Task item:
The pictures must be left out, while the rest of the data is copied exactly.

Data excerpts
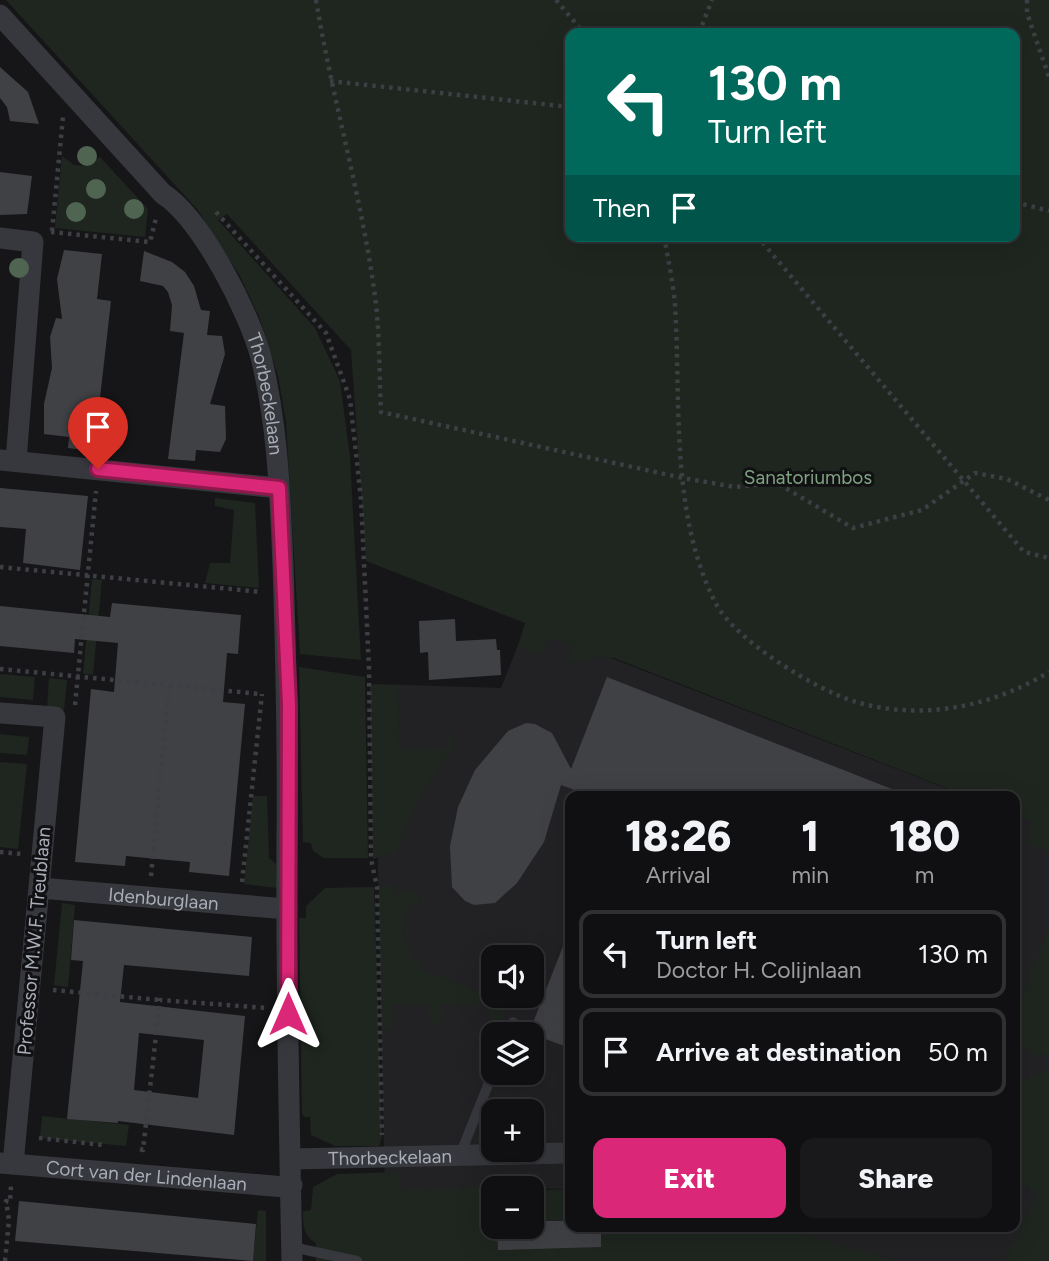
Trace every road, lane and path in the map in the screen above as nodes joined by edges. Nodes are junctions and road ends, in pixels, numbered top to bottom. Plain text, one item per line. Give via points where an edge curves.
1 (316, 0) edge
2 (556, 0) edge
3 (712, 0) edge
4 (1027, 0) edge
5 (0, 15) edge
6 (580, 28) edge
7 (701, 28) edge
8 (1049, 76) edge
9 (330, 81) junction
10 (66, 88) junction
11 (565, 106) edge
12 (171, 199) junction
13 (1020, 203) edge
14 (1049, 211) edge
15 (43, 237) junction
16 (0, 239) edge
17 (665, 242) edge
18 (762, 242) edge
19 (8, 460) edge
20 (98, 469) junction
21 (683, 478) junction
22 (963, 480) junction
23 (279, 488) junction
24 (1049, 500) edge
25 (1049, 558) edge
26 (0, 567) edge
27 (87, 575) junction
28 (274, 590) junction
29 (264, 605) dead end
30 (0, 669) edge
31 (1049, 672) edge
32 (77, 677) junction
33 (170, 685) junction
34 (260, 694) junction
35 (268, 694) dead end
36 (0, 713) edge
37 (40, 888) junction
38 (149, 897) junction
39 (239, 905) junction
40 (287, 909) junction
41 (30, 988) junction
42 (267, 996) dead end
43 (160, 1000) junction
44 (488, 1085) edge
45 (16, 1136) junction
46 (105, 1145) dead end
47 (130, 1148) dead end
48 (565, 1153) edge
49 (460, 1155) junction
50 (382, 1157) junction
51 (292, 1159) junction
52 (7, 1163) edge
53 (292, 1185) junction
54 (292, 1254) edge
55 (5, 1261) edge
56 (356, 1261) edge

1 - 9 path
2 - 6 path
3 - 7 path
4 - 8 path via 1027,13
5 - 10 street, Thorbeckelaan
9 - 11 path
9 - 21 path via 358,191 375,292 382,412
10 - 12 street, Thorbeckelaan
10 - 15 path
12 - 15 path via 150,242
12 - 23 street, Thorbeckelaan via 216,259 260,355 273,419
12 - 50 path via 210,205 326,333 350,399 361,499 368,655
13 - 14 path
15 - 16 street
15 - 19 street
17 - 21 path via 674,300
18 - 22 path
19 - 20 street
20 - 23 street
20 - 27 path
21 - 22 path via 735,487 777,484 853,528 922,510
21 - 31 path via 695,552 716,605 748,639 806,681 869,706 908,711 967,707 1022,689
22 - 24 path via 975,473 1007,479
22 - 25 path via 1024,552
23 - 28 street, Thorbeckelaan
26 - 27 path
27 - 28 path
27 - 32 path
28 - 29 path
28 - 40 street, Thorbeckelaan via 289,705
30 - 32 path
32 - 33 path
33 - 34 path
33 - 38 path
34 - 35 path
34 - 39 path
36 - 37 street, Professor M.W.F. Treublaan via 54,717
37 - 38 street, Idenburglaan
37 - 41 street, Professor M.W.F. Treublaan
38 - 39 street, Idenburglaan
39 - 40 street, Idenburglaan
40 - 51 street, Thorbeckelaan
41 - 43 path
41 - 45 street, Professor M.W.F. Treublaan
42 - 43 path via 267,1008
43 - 47 path via 143,1150
44 - 49 lane
45 - 46 path
45 - 52 street, Professor M.W.F. Treublaan
48 - 49 street, Thorbeckelaan
49 - 50 street, Thorbeckelaan
50 - 51 street, Thorbeckelaan
51 - 53 street, Thorbeckelaan
52 - 53 street, Cort van der Lindenlaan via 285,1188
52 - 55 path via 10,1202 6,1201
53 - 54 street, Thorbeckelaan
54 - 56 lane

Task response:
Trace every road, lane and path in the map in the screen above as nodes joined by edges. Nodes are junctions and road ends, in pixels, numbered top to bottom. Plain text, one item per line. Give via points where an edge curves.
1 (316, 0) edge
2 (556, 0) edge
3 (712, 0) edge
4 (1027, 0) edge
5 (0, 15) edge
6 (580, 28) edge
7 (701, 28) edge
8 (1049, 76) edge
9 (330, 81) junction
10 (66, 88) junction
11 (565, 106) edge
12 (171, 199) junction
13 (1020, 203) edge
14 (1049, 211) edge
15 (43, 237) junction
16 (0, 239) edge
17 (665, 242) edge
18 (762, 242) edge
19 (8, 460) edge
20 (98, 469) junction
21 (683, 478) junction
22 (963, 480) junction
23 (279, 488) junction
24 (1049, 500) edge
25 (1049, 558) edge
26 (0, 567) edge
27 (87, 575) junction
28 (274, 590) junction
29 (264, 605) dead end
30 (0, 669) edge
31 (1049, 672) edge
32 (77, 677) junction
33 (170, 685) junction
34 (260, 694) junction
35 (268, 694) dead end
36 (0, 713) edge
37 (40, 888) junction
38 (149, 897) junction
39 (239, 905) junction
40 (287, 909) junction
41 (30, 988) junction
42 (267, 996) dead end
43 (160, 1000) junction
44 (488, 1085) edge
45 (16, 1136) junction
46 (105, 1145) dead end
47 (130, 1148) dead end
48 (565, 1153) edge
49 (460, 1155) junction
50 (382, 1157) junction
51 (292, 1159) junction
52 (7, 1163) edge
53 (292, 1185) junction
54 (292, 1254) edge
55 (5, 1261) edge
56 (356, 1261) edge

1 - 9 path
2 - 6 path
3 - 7 path
4 - 8 path via 1027,13
5 - 10 street, Thorbeckelaan
9 - 11 path
9 - 21 path via 358,191 375,292 382,412
10 - 12 street, Thorbeckelaan
10 - 15 path
12 - 15 path via 150,242
12 - 23 street, Thorbeckelaan via 216,259 260,355 273,419
12 - 50 path via 210,205 326,333 350,399 361,499 368,655
13 - 14 path
15 - 16 street
15 - 19 street
17 - 21 path via 674,300
18 - 22 path
19 - 20 street
20 - 23 street
20 - 27 path
21 - 22 path via 735,487 777,484 853,528 922,510
21 - 31 path via 695,552 716,605 748,639 806,681 869,706 908,711 967,707 1022,689
22 - 24 path via 975,473 1007,479
22 - 25 path via 1024,552
23 - 28 street, Thorbeckelaan
26 - 27 path
27 - 28 path
27 - 32 path
28 - 29 path
28 - 40 street, Thorbeckelaan via 289,705
30 - 32 path
32 - 33 path
33 - 34 path
33 - 38 path
34 - 35 path
34 - 39 path
36 - 37 street, Professor M.W.F. Treublaan via 54,717
37 - 38 street, Idenburglaan
37 - 41 street, Professor M.W.F. Treublaan
38 - 39 street, Idenburglaan
39 - 40 street, Idenburglaan
40 - 51 street, Thorbeckelaan
41 - 43 path
41 - 45 street, Professor M.W.F. Treublaan
42 - 43 path via 267,1008
43 - 47 path via 143,1150
44 - 49 lane
45 - 46 path
45 - 52 street, Professor M.W.F. Treublaan
48 - 49 street, Thorbeckelaan
49 - 50 street, Thorbeckelaan
50 - 51 street, Thorbeckelaan
51 - 53 street, Thorbeckelaan
52 - 53 street, Cort van der Lindenlaan via 285,1188
52 - 55 path via 10,1202 6,1201
53 - 54 street, Thorbeckelaan
54 - 56 lane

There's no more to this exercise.